[[ PROVIDED MATERIAL, beginning ]]

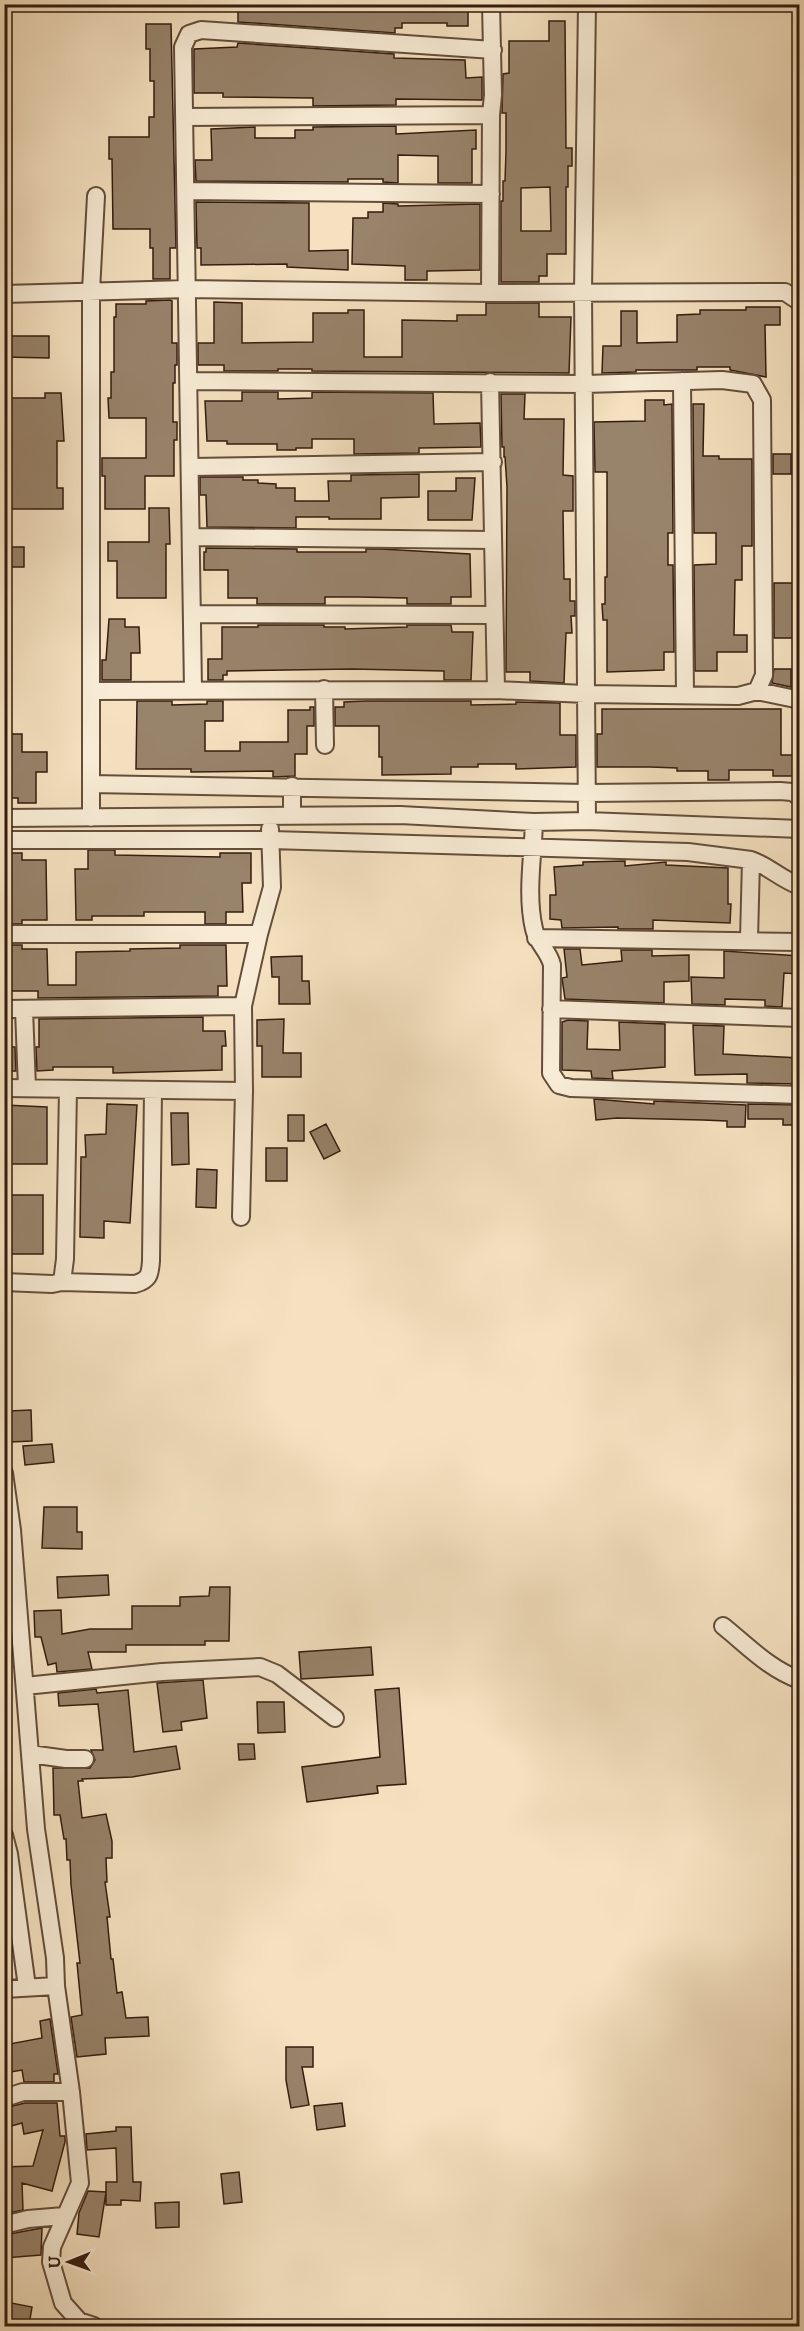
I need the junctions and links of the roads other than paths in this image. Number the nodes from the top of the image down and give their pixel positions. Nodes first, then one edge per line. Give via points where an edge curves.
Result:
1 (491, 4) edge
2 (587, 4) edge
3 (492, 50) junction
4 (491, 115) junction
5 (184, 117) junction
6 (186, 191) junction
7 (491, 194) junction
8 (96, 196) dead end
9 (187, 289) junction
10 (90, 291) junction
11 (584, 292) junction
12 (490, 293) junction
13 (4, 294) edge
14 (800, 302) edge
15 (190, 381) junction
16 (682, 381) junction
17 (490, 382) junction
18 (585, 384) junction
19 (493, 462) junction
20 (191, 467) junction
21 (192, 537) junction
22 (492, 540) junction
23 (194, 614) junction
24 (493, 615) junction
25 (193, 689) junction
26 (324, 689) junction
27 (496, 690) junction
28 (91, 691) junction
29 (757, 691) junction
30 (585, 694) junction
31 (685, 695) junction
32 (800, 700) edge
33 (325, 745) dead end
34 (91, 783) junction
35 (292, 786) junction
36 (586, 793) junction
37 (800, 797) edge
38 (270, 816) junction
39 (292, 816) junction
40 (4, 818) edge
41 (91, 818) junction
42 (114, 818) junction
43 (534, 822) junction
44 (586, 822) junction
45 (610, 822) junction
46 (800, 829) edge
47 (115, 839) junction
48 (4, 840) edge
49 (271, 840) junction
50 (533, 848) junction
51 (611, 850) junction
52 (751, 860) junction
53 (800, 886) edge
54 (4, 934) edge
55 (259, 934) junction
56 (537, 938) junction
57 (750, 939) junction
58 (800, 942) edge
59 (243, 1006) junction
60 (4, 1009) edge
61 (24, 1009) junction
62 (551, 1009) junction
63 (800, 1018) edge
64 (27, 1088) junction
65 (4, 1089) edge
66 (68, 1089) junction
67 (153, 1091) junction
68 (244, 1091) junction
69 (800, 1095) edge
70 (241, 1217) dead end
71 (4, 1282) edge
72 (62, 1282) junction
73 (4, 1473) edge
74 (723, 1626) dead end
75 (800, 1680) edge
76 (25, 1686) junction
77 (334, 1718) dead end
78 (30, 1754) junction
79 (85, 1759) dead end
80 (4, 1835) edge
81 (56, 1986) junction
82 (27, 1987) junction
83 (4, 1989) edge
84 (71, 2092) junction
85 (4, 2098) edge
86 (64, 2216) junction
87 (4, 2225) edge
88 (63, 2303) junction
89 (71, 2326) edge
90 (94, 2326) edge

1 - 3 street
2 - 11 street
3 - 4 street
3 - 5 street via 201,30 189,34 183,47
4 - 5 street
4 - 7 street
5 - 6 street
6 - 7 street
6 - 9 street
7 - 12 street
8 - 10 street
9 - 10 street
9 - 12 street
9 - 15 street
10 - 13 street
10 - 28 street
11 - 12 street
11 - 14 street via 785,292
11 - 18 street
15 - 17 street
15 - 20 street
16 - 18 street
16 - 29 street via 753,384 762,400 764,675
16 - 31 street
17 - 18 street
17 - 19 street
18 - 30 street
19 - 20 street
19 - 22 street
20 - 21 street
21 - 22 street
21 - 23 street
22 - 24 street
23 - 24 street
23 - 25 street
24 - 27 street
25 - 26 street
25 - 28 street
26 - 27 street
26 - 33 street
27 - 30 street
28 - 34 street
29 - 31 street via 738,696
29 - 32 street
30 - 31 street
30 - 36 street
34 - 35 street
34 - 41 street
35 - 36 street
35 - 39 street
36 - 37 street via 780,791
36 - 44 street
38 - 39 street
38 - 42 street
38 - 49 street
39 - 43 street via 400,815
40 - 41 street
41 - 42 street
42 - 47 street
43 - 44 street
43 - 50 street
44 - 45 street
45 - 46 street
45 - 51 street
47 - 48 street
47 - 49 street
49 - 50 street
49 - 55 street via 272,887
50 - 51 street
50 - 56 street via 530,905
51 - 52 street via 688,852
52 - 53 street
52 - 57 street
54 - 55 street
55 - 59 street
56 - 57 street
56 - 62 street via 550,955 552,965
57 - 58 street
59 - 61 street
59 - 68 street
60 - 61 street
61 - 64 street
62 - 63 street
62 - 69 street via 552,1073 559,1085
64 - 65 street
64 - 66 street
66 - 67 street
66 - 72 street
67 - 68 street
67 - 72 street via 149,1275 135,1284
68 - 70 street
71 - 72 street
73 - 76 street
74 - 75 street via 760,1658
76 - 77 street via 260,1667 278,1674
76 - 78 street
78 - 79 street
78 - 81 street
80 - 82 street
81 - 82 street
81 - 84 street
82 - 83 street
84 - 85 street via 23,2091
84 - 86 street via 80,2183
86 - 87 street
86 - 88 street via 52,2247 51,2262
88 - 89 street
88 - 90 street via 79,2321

[[ PROVIDED MATERIAL, end ]]

REQUIRED WORK:
Show each line in the entries that holds the string "dead".

OUTPUT OF THE EXERCISE:
8 (96, 196) dead end
33 (325, 745) dead end
70 (241, 1217) dead end
74 (723, 1626) dead end
77 (334, 1718) dead end
79 (85, 1759) dead end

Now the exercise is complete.